With the recent addition of Lloyd
Braun, an ex- ABC exec, and the opening of a big
Santa Monica office, Yahoo will be tempted to pursue expensive, Hollywood-style
programming projects. I think they'd be smarter to focus on doing more
Burnett-type deals. Yahoo brings reach and web expertise to any program
producer wishing to extend their brands online.
Further, these deals offer a window into some of the exciting potential Yahoo has in broadband video.
Look how Yahoo offers "Apprentice Video via RSS". (Side note - if you're
not familiar with RSS, click
here to learn more). If you are familiar with RSS, then you know that
droves of internet users are adopting RSS "readers" to organize the mounds
of information that interests them on the net.

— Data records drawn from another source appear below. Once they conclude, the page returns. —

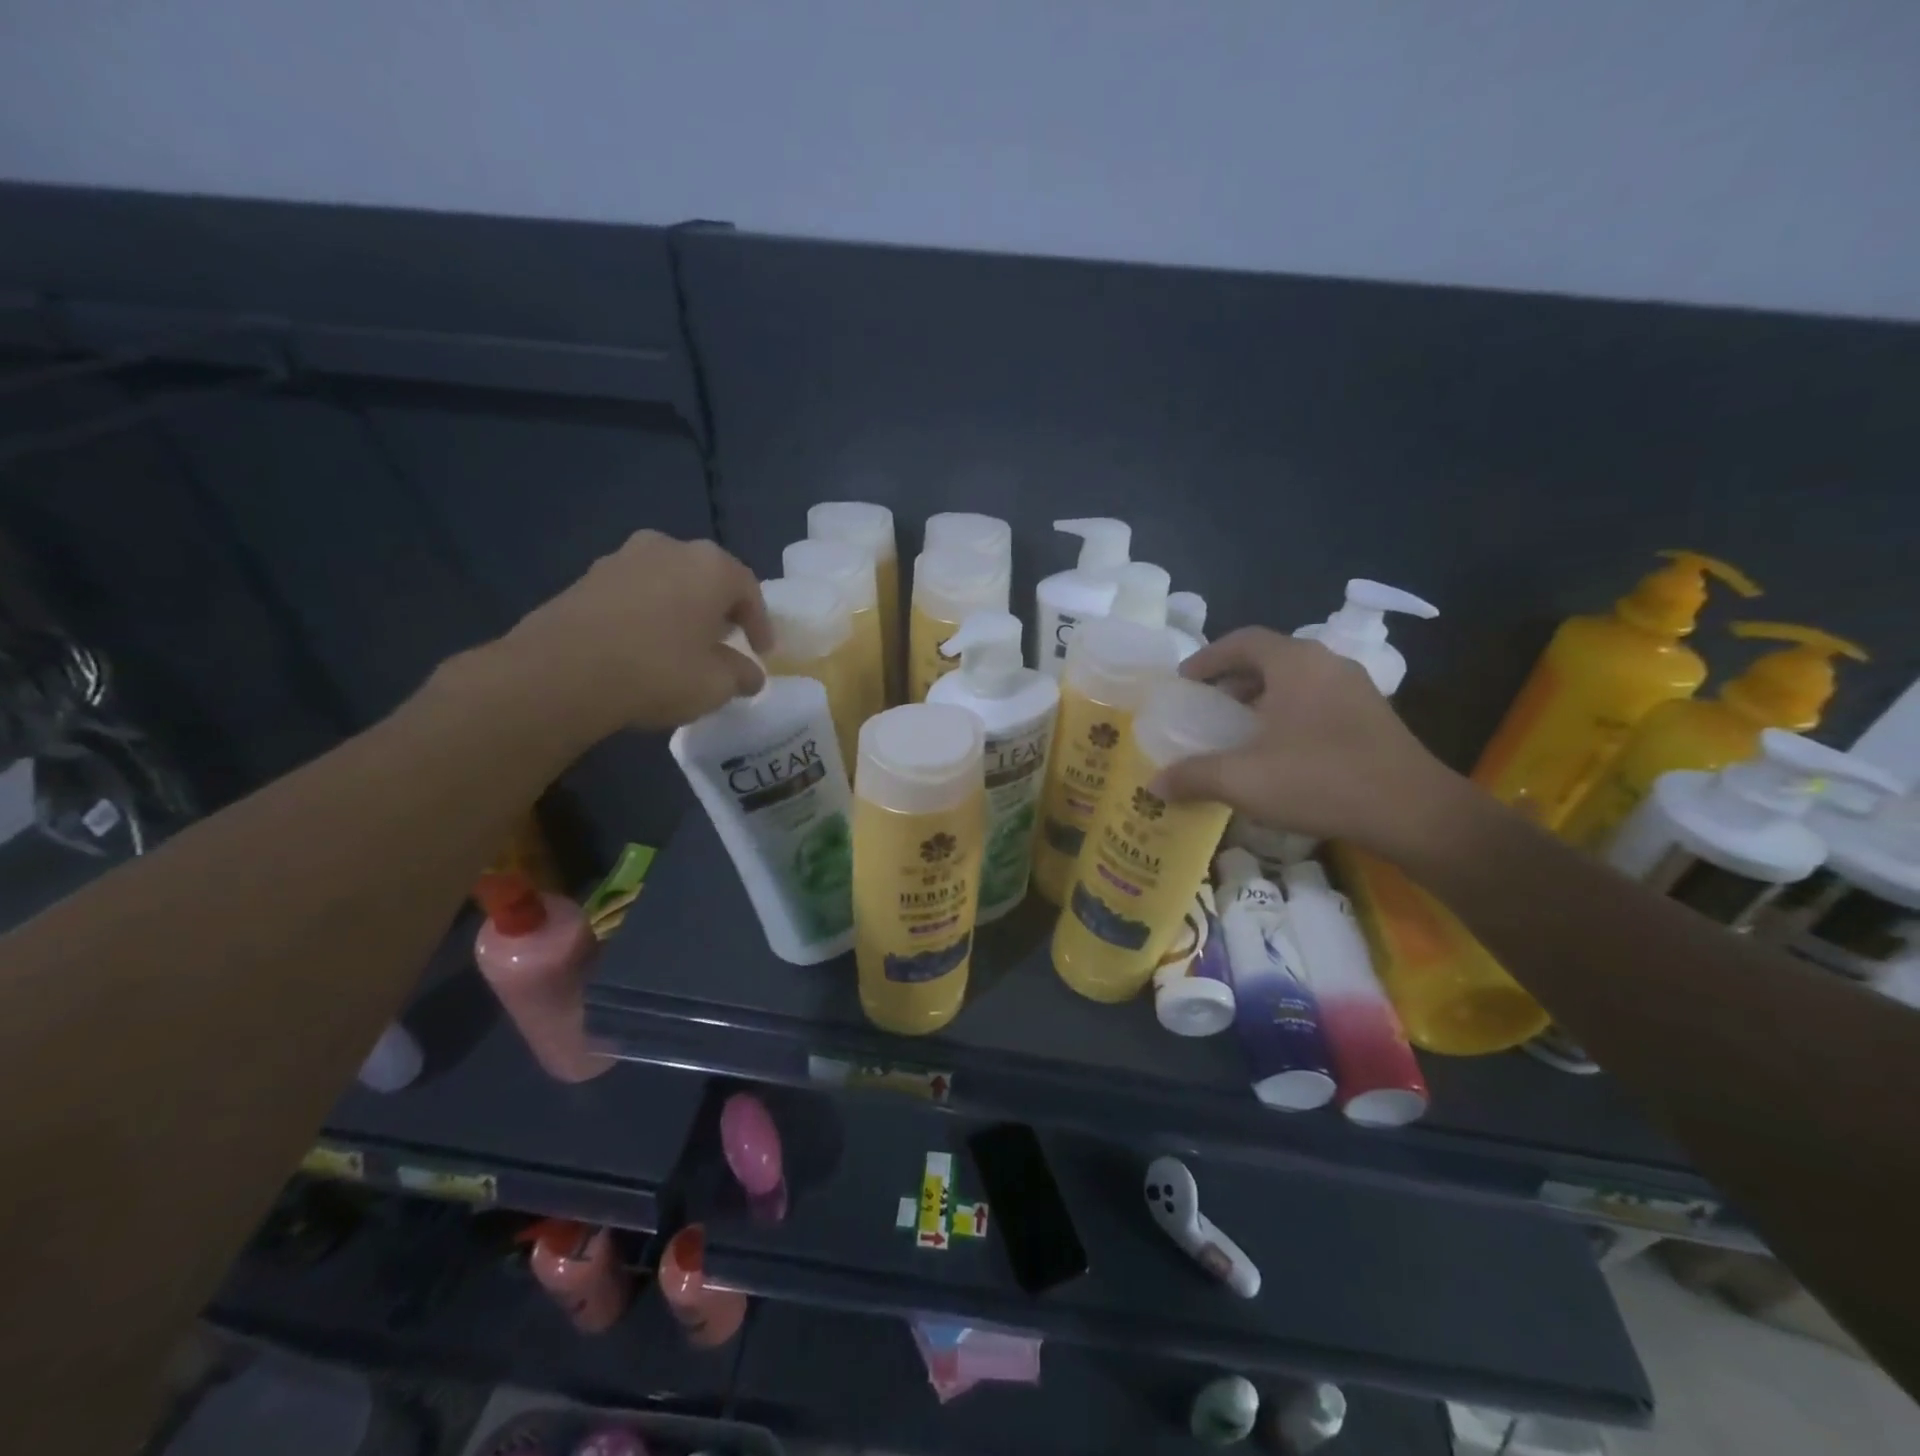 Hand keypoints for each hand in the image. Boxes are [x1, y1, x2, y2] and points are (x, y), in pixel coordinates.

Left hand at [494, 532, 772, 737]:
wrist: (561, 672)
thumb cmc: (657, 671)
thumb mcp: (716, 685)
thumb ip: (741, 675)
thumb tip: (750, 675)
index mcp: (710, 566)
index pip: (749, 590)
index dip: (760, 624)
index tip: (762, 651)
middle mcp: (669, 548)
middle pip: (706, 578)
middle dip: (718, 609)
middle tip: (724, 641)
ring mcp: (622, 558)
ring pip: (667, 581)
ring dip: (680, 608)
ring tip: (681, 643)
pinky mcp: (586, 577)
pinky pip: (633, 593)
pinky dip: (646, 613)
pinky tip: (642, 644)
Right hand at [1152, 628, 1464, 856]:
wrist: (1414, 813)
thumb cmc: (1320, 780)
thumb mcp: (1243, 780)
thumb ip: (1194, 776)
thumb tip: (1154, 784)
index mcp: (1295, 663)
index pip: (1241, 640)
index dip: (1207, 658)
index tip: (1183, 683)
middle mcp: (1327, 664)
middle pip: (1268, 658)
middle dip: (1231, 680)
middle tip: (1205, 707)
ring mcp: (1355, 689)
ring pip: (1294, 680)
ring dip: (1260, 698)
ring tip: (1236, 730)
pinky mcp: (1372, 716)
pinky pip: (1316, 700)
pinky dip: (1286, 713)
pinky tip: (1277, 750)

The same scenario will unfold for online video, when there's a plethora
of it floating around the net. Consumers who have deep attachments to their
favorite programs will personalize their RSS readers to pull in all the video
available on the net that they would love to see, but aren't going to take
the time to repeatedly find (think TiVo "Season Pass" on steroids). Yahoo
is now promoting its own RSS reader as a feature in "My Yahoo". Coupled with
Yahoo's video search, Yahoo is in a prime position to become the de facto
personalized video aggregator of the web.
Going a step further, when tens of millions of people have video pulled
into their My Yahoo start pages, Yahoo is in a position to offer them all
a collaborative filtering feature (e.g. "if you enjoy subscribing to The
Apprentice video feeds, you may also enjoy subscribing to The Contender video
feeds"). The result is a broadband video cross- promotional powerhouse.
The next step is to enable easy synching of all of this personalized video
to portable video players. These "video iPods" are just starting to hit the
market, but they are useless without valuable content. When "My Yahoo" video
feeds can be seamlessly transferred from the PC to the portable, then voila,
these portable players have a much stronger value proposition.
It's a pretty daunting vision with lots of moving parts. But all the pieces
are there. If it does all come together, the ripple effects that will be
felt across the advertising, television, cable and broadband industries will
(Disclaimers:My predictions are worth what you've paid for them, I don't own any Yahoo stock, and I don't have any privileged information.)